:: How to complete this task ::
In the records that follow, find each line with the word "Приветная" and copy it.

:: Data provided ::
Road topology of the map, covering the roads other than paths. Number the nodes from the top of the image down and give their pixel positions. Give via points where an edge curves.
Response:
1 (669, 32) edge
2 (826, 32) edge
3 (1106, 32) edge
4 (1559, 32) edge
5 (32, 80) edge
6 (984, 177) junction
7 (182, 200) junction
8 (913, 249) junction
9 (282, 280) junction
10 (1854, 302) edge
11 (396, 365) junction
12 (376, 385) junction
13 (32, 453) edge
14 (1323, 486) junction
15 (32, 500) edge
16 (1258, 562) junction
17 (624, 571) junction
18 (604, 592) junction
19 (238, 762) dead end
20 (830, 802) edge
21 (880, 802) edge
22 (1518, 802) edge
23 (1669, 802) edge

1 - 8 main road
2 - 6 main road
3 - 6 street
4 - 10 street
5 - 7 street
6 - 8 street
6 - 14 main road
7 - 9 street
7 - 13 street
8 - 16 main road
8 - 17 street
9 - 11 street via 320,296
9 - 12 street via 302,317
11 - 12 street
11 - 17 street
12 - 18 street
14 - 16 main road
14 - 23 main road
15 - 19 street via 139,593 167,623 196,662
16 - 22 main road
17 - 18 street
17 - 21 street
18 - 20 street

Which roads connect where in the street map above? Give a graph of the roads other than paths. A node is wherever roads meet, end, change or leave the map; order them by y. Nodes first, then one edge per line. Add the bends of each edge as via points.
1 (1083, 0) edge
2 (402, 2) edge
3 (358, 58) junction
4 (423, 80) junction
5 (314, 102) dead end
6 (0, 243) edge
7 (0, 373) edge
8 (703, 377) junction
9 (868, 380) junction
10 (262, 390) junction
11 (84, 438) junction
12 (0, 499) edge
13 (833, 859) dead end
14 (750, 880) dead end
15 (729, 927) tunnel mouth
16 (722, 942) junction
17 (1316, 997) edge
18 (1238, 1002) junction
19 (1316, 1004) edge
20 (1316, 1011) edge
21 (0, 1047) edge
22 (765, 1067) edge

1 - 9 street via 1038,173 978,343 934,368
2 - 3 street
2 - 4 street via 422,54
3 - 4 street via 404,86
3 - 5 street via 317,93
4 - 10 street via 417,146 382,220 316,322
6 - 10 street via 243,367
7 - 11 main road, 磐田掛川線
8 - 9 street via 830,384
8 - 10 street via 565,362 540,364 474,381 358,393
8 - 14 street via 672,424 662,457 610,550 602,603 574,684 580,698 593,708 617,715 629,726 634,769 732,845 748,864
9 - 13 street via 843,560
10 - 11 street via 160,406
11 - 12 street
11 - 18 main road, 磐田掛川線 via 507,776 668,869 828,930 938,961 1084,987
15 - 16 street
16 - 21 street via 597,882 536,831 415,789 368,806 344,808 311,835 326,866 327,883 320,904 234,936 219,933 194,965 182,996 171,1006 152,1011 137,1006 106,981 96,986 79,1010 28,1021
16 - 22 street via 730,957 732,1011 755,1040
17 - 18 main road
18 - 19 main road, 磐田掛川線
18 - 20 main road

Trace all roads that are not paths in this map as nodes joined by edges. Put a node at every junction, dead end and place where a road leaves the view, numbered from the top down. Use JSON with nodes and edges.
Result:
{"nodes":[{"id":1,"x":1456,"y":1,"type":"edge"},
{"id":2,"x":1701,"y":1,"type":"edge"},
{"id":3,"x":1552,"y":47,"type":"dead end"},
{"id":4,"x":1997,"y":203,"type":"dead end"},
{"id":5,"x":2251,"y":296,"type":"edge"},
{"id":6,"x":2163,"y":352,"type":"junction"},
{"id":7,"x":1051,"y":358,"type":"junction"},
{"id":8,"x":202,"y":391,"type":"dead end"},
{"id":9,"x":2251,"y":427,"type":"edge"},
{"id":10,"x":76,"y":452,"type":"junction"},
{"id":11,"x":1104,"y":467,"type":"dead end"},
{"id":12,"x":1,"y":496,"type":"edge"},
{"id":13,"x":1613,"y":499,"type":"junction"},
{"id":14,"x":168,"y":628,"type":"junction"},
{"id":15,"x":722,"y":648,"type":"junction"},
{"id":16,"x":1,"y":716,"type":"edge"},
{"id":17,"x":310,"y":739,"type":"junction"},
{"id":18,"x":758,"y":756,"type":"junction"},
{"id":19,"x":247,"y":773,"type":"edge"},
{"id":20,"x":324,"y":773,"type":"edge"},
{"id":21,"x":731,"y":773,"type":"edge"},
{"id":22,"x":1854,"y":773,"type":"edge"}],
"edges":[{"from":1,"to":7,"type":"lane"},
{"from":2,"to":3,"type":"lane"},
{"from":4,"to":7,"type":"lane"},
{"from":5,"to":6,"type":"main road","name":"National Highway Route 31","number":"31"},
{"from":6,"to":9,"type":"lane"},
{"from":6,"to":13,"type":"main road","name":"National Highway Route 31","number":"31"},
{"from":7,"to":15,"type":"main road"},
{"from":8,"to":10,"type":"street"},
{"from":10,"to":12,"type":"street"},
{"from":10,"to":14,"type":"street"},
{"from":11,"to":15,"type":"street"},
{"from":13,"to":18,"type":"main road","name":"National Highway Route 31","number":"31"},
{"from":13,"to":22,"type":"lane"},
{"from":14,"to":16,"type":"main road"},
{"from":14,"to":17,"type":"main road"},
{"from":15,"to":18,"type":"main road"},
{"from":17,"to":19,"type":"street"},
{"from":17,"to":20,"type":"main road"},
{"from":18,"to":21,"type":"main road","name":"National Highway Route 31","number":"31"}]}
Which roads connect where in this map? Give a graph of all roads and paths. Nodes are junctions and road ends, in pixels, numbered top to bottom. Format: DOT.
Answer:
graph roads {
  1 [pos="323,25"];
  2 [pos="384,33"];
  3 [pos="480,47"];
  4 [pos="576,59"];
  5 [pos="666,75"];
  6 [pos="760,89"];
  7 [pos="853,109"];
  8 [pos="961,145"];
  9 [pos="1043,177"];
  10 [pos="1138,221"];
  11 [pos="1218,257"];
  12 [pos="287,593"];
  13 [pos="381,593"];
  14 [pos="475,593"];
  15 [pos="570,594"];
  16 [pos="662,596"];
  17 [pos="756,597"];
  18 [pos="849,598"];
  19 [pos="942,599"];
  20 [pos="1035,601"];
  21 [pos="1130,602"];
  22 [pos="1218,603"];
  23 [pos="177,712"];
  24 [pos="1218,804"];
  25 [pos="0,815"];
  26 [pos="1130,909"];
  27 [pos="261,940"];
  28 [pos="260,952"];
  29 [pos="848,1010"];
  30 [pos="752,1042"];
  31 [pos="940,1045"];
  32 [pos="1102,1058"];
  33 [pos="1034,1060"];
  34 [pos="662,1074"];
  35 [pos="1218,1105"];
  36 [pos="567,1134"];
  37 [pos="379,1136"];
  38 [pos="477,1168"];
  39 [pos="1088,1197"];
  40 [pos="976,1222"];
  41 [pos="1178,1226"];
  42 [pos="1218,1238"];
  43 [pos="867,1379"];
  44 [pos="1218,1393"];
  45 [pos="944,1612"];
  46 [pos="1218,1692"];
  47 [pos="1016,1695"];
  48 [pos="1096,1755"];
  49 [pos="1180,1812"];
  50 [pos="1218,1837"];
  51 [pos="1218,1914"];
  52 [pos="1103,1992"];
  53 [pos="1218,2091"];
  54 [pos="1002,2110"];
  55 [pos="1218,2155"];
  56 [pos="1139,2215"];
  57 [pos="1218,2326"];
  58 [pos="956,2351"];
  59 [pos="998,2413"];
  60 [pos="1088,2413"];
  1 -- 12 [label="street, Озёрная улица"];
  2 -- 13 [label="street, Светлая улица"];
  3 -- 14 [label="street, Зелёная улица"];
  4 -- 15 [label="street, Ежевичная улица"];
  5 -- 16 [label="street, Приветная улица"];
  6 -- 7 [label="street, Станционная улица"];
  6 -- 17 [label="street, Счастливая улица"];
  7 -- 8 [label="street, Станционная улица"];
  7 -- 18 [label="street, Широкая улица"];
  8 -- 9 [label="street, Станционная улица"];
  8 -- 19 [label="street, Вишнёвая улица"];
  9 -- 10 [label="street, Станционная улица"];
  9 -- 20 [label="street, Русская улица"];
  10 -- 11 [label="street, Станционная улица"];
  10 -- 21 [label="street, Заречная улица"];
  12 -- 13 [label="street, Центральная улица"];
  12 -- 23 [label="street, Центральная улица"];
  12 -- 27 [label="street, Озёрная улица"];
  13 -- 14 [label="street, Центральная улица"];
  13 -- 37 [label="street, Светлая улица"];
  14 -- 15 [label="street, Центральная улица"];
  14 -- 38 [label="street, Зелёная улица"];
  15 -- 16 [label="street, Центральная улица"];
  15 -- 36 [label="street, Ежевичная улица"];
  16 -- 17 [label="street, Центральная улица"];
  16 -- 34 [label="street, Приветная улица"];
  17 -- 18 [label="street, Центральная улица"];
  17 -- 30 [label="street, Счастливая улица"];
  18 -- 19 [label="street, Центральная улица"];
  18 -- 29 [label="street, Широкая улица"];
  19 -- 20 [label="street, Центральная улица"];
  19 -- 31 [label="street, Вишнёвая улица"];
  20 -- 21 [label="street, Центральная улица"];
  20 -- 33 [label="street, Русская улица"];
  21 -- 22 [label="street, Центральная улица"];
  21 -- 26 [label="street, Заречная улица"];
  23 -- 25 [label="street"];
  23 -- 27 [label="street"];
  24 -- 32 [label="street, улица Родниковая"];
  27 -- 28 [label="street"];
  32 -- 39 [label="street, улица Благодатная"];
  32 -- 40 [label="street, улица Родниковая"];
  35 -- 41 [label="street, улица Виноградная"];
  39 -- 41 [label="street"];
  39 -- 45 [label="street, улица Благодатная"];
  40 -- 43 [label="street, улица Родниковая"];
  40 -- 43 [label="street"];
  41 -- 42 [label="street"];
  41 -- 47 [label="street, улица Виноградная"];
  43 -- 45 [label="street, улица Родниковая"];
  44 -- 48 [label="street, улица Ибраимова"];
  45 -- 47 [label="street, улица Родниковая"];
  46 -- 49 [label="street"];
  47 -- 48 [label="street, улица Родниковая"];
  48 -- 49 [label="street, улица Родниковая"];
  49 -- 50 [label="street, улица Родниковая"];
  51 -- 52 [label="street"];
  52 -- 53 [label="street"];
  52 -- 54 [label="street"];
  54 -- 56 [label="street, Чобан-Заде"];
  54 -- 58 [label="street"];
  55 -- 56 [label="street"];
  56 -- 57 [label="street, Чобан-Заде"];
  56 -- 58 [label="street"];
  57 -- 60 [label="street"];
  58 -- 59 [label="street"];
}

:: Solution below ::
  5 -- 16 [label="street, Приветная улица"];
  16 -- 34 [label="street, Приветная улица"];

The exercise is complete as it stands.